EXERCISE INSTRUCTIONS:
A bare number is all that is needed: how many lines below contain the string "name"?

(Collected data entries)
--- START ---

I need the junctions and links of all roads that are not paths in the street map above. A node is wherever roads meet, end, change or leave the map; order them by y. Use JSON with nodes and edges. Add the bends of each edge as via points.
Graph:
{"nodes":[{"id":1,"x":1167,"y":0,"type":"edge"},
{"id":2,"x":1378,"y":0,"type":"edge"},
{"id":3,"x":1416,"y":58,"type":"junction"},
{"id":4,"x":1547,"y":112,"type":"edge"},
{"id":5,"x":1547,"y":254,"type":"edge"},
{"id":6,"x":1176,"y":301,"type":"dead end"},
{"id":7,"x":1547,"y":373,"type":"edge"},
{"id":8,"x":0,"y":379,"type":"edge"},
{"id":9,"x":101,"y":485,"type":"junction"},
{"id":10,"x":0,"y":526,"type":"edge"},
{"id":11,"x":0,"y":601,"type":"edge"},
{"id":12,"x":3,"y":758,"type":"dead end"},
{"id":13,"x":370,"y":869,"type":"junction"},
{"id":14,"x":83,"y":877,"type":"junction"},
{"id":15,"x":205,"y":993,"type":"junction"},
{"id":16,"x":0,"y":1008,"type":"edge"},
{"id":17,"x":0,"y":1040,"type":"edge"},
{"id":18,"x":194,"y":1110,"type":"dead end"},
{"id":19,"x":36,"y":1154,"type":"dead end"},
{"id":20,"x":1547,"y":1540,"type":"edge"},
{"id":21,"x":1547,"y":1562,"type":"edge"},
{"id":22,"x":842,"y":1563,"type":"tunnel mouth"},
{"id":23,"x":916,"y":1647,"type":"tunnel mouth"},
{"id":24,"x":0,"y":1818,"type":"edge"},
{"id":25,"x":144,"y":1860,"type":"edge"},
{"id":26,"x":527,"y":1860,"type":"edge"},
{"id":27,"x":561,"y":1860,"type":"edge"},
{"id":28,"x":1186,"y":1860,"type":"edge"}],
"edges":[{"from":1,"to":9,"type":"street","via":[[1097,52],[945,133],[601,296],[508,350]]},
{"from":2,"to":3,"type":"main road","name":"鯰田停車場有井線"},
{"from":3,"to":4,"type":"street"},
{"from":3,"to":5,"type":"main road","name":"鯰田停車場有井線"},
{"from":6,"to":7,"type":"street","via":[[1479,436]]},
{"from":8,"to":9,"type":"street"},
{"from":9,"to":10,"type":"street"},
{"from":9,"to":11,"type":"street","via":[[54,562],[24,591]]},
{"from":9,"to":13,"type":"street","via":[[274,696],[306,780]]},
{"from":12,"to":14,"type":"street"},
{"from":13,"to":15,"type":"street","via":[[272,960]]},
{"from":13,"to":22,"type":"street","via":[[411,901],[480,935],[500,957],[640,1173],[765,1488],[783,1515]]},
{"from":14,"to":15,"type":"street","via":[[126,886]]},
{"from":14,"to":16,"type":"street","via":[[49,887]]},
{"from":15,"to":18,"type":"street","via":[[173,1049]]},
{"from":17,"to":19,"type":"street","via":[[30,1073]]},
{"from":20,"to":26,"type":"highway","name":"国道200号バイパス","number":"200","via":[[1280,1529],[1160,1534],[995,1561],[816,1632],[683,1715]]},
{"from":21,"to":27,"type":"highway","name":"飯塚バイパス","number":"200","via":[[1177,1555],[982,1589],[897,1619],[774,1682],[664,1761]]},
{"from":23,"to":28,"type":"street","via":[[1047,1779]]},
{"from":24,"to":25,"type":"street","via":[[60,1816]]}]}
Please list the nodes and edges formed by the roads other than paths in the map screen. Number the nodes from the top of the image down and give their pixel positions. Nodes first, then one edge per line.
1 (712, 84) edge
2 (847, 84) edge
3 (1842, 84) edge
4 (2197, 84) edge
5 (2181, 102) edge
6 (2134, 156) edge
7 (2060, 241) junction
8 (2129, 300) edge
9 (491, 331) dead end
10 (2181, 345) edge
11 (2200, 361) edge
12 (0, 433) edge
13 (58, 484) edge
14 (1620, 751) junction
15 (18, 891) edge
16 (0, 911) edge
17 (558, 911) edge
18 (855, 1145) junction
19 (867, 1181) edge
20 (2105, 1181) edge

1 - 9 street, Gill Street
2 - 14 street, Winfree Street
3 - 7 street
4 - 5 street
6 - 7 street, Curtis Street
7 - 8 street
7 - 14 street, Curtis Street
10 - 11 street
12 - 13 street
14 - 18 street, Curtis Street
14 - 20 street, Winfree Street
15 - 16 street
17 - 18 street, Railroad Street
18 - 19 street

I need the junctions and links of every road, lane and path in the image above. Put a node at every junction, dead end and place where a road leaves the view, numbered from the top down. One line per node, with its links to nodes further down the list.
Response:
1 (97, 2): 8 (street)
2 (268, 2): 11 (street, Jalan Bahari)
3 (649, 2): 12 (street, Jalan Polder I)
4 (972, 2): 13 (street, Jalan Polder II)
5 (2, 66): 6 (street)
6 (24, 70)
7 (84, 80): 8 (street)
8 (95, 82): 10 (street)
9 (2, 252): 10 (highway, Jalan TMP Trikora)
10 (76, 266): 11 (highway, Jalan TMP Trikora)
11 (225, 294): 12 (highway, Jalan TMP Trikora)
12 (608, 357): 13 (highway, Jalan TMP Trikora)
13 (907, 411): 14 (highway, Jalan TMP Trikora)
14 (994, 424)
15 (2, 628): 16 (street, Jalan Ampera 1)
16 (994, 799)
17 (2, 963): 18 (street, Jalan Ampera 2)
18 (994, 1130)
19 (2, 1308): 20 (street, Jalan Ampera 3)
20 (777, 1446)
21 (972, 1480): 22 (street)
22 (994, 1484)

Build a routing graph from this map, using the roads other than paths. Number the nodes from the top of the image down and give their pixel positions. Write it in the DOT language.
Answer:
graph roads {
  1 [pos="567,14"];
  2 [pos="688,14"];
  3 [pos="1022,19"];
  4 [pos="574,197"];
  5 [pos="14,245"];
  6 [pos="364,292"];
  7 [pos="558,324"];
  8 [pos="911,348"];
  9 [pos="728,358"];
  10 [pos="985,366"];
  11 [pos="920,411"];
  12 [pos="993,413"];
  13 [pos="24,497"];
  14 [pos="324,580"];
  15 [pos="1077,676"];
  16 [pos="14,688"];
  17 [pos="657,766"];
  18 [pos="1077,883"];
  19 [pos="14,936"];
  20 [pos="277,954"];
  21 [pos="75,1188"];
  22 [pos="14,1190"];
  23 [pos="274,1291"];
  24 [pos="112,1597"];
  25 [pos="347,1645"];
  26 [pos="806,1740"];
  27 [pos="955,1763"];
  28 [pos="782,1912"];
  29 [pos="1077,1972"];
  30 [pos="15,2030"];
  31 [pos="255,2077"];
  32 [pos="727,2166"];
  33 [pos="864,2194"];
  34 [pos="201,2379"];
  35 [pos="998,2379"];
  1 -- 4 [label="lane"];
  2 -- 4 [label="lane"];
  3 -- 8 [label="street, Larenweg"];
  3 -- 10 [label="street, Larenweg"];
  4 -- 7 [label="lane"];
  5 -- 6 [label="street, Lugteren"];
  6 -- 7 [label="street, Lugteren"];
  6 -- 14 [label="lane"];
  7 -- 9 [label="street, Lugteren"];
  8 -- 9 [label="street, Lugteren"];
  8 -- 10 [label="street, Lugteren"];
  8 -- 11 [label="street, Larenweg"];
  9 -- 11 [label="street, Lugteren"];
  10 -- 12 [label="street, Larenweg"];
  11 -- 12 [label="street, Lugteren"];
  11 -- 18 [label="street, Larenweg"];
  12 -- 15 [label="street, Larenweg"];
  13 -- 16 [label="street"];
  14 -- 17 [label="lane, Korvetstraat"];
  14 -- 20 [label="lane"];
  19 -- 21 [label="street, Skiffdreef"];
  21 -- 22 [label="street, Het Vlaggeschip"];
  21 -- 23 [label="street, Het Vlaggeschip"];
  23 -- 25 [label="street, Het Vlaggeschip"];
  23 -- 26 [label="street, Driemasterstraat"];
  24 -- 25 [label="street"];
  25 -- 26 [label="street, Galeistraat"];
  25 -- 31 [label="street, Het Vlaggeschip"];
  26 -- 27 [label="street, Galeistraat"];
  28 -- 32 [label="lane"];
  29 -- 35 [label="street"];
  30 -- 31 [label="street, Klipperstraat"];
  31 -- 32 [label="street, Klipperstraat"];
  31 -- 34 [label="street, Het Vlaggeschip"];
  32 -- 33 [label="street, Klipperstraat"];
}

--- END ---

EXERCISE RESULT:
4